**Exercise goal:** In the listing below, lines with the string "align" are to be counted; the number is the entire reply.

**Data excerpts:**
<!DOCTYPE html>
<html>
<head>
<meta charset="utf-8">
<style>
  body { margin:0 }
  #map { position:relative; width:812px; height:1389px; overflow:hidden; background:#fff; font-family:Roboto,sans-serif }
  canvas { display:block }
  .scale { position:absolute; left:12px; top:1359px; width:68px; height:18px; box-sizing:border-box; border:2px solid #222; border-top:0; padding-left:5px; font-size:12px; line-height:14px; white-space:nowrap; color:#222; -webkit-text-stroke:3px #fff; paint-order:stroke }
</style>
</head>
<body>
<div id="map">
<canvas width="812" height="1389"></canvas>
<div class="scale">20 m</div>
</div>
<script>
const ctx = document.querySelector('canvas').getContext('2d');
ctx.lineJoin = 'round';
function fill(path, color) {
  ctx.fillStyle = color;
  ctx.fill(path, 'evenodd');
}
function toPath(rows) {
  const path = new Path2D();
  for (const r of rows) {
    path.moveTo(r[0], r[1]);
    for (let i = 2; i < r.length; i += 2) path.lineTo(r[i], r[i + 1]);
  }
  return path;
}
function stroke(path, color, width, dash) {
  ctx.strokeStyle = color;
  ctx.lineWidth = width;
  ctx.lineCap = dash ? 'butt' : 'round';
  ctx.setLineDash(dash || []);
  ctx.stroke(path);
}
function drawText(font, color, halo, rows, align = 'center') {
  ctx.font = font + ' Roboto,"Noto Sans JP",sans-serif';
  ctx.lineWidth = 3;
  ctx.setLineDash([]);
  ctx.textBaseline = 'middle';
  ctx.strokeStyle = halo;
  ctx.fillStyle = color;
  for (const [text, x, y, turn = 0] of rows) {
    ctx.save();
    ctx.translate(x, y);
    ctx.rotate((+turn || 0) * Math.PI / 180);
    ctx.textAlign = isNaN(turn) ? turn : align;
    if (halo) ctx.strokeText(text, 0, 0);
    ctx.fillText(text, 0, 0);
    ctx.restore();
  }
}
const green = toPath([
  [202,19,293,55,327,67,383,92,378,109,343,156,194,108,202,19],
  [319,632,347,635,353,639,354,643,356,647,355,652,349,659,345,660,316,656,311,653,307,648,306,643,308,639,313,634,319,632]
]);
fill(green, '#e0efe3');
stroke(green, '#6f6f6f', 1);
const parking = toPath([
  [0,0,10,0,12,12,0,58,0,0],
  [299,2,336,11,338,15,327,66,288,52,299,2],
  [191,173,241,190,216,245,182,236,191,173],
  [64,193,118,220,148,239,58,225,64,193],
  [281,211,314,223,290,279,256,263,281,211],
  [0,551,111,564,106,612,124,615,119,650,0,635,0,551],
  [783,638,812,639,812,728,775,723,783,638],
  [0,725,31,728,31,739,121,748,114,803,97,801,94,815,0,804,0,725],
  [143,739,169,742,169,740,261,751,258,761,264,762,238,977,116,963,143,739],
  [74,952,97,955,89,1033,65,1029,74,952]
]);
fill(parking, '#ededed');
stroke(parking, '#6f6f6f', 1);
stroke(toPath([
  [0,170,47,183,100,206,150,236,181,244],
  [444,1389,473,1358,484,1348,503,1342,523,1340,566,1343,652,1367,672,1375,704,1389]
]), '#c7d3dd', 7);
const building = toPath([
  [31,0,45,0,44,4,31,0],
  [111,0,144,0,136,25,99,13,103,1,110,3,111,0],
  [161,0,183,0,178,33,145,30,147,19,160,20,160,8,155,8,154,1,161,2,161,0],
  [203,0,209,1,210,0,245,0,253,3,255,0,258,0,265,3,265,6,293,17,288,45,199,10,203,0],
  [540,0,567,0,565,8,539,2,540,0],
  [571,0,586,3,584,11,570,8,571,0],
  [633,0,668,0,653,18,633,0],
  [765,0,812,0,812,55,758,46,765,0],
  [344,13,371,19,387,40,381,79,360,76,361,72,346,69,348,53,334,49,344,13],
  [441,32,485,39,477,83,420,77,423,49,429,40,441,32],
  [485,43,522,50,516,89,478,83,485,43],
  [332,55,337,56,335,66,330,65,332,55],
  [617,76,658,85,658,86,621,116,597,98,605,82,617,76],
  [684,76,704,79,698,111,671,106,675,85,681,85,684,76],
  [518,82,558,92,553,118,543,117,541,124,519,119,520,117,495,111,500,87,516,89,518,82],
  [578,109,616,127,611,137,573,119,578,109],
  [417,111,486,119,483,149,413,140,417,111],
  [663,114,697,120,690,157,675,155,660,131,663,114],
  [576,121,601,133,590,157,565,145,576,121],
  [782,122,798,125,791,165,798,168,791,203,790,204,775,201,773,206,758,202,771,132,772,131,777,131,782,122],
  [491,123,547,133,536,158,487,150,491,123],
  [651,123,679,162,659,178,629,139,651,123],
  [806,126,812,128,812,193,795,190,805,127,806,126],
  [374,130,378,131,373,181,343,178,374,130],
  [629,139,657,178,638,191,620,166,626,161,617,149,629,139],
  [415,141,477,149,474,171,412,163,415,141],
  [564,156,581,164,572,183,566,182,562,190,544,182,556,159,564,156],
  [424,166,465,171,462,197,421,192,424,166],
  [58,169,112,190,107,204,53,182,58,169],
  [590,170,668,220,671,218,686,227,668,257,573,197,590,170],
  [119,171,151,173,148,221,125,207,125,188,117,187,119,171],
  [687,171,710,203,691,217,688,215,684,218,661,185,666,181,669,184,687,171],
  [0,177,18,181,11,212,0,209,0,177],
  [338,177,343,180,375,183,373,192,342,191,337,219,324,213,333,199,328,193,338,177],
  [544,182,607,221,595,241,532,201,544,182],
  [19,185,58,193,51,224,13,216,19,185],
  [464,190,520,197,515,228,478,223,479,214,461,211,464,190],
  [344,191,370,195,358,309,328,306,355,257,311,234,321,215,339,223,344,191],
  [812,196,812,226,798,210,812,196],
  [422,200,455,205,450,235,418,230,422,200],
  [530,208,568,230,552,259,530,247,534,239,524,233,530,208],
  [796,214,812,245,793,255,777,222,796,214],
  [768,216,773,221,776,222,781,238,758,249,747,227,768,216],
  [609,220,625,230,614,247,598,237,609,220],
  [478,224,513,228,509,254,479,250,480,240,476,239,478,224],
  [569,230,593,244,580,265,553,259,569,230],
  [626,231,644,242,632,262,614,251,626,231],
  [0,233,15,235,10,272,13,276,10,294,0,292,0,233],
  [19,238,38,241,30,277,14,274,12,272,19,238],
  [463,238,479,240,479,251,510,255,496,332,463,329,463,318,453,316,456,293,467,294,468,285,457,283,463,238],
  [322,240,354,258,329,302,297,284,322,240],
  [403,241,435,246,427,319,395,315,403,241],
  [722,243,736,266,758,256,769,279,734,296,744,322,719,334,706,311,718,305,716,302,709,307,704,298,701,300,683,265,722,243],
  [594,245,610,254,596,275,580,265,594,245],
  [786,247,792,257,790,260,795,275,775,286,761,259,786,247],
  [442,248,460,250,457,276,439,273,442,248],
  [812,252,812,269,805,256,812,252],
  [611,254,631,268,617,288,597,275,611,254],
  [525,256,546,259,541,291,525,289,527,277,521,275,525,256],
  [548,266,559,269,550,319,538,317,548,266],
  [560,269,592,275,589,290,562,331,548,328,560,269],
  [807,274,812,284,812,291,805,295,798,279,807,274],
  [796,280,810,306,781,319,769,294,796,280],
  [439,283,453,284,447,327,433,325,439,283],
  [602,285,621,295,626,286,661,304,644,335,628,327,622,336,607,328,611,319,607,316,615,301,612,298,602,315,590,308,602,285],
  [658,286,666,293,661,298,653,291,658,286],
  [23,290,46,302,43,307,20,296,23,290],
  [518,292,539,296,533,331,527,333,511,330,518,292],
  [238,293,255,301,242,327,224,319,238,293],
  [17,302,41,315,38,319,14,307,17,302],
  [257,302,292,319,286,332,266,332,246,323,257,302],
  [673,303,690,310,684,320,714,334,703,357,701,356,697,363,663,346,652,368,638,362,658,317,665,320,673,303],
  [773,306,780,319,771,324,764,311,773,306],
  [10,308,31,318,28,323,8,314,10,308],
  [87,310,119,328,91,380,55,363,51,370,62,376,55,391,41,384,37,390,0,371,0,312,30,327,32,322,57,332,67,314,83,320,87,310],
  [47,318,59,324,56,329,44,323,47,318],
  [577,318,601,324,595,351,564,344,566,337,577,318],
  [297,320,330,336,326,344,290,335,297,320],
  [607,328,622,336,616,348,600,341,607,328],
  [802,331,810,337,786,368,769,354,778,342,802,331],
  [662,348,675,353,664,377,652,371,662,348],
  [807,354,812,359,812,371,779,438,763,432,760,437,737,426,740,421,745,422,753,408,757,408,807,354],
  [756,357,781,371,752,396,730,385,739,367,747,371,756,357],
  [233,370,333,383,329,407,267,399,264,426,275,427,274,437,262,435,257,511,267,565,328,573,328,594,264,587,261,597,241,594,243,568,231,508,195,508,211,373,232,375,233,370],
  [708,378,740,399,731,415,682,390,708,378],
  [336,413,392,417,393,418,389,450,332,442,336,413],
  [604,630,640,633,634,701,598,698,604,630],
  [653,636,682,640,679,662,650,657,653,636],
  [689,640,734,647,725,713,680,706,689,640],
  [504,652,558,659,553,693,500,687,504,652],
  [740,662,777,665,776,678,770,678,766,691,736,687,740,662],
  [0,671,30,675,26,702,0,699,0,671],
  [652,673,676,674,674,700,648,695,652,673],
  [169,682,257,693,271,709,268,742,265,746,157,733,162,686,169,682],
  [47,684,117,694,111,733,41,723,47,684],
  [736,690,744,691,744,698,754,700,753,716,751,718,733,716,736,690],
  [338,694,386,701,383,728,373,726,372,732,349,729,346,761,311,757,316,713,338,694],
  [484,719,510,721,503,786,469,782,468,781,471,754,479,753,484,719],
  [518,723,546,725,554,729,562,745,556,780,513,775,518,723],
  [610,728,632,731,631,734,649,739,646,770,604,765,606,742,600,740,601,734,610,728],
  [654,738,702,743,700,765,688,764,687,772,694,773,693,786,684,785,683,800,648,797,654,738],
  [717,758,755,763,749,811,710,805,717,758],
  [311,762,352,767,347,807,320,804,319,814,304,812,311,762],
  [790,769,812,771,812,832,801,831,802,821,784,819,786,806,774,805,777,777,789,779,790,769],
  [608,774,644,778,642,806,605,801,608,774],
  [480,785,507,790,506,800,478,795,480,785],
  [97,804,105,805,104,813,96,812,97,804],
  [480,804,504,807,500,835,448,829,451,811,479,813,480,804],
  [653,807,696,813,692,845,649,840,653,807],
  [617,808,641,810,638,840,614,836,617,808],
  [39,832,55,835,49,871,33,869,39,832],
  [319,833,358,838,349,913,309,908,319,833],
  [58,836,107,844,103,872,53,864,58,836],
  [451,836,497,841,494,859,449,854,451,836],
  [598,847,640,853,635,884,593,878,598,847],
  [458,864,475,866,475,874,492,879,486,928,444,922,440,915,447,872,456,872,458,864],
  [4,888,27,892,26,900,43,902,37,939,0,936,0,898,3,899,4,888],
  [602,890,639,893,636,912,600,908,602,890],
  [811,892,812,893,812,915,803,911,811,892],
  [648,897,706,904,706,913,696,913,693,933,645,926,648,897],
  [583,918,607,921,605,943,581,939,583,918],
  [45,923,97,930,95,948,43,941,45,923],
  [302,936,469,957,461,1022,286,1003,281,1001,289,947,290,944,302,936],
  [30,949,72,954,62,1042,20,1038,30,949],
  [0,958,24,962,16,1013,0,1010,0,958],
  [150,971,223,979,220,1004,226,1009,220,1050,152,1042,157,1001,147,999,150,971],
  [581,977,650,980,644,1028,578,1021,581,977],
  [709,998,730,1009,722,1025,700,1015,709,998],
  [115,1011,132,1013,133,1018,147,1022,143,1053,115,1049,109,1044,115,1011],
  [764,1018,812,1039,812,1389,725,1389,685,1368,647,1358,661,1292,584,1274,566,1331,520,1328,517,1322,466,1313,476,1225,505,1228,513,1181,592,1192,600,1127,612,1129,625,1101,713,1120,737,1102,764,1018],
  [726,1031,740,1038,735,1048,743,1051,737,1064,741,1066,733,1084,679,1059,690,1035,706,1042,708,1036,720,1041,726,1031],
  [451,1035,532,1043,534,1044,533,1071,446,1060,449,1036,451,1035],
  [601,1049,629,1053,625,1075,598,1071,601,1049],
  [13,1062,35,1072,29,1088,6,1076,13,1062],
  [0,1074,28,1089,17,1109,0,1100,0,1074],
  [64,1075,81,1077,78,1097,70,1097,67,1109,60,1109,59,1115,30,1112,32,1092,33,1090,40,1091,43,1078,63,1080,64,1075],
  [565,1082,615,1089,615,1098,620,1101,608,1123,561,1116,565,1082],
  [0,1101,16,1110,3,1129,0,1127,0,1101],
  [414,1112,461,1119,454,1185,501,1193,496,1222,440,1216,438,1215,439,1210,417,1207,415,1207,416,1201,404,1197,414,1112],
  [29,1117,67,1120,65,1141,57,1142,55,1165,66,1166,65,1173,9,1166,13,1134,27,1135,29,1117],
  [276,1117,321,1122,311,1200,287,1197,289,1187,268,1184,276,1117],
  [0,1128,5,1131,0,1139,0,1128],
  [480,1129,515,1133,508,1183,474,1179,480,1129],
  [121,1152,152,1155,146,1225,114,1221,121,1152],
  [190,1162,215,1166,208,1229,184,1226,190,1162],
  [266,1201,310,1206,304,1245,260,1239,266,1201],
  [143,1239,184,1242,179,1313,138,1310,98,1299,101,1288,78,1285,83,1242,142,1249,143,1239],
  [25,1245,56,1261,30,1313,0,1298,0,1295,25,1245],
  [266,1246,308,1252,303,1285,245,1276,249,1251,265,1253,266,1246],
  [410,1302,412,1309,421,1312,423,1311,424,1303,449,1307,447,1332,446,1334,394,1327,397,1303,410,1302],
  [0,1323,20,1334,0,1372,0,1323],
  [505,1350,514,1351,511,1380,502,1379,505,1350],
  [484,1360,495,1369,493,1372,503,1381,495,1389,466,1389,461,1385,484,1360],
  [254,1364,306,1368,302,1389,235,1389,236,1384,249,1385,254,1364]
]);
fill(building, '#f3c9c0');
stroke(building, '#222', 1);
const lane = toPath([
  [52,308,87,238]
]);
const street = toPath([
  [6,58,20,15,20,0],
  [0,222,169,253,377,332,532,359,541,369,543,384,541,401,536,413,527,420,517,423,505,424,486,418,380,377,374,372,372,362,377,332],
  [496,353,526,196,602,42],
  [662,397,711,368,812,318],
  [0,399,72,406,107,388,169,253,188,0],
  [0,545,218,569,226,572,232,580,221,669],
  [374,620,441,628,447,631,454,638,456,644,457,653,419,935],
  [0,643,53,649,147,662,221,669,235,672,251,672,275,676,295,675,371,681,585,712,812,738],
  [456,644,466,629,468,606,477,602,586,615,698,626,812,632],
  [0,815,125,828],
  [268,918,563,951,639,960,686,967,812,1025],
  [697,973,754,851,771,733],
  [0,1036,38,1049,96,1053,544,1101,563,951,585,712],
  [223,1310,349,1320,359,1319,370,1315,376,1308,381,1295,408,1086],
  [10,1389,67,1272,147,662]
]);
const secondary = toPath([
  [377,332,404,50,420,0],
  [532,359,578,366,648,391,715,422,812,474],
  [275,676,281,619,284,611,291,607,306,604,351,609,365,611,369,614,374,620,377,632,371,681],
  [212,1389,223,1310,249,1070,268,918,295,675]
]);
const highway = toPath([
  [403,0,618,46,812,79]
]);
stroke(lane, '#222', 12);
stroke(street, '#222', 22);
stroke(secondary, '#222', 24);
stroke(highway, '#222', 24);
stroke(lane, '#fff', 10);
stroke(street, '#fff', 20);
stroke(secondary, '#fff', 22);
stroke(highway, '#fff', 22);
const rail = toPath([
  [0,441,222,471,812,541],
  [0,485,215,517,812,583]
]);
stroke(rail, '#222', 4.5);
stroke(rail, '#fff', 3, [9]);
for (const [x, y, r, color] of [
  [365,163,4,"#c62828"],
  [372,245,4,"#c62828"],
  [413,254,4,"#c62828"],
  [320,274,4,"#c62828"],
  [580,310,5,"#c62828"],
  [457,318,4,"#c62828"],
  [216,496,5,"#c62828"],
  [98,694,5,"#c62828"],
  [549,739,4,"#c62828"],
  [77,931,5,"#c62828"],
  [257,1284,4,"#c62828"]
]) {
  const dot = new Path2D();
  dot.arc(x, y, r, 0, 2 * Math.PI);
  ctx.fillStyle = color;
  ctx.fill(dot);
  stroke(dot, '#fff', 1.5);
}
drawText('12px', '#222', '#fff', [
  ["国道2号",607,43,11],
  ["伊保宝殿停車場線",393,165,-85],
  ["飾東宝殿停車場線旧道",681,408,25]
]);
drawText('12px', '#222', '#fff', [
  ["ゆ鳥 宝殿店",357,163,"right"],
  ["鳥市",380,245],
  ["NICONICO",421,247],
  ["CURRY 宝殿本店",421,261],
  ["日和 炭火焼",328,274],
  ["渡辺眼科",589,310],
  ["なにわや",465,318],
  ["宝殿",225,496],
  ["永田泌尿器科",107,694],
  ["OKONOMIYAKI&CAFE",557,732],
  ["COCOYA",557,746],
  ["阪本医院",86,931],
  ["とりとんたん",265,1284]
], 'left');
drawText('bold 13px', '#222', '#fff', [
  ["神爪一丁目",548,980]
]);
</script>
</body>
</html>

**Response to this task:** 2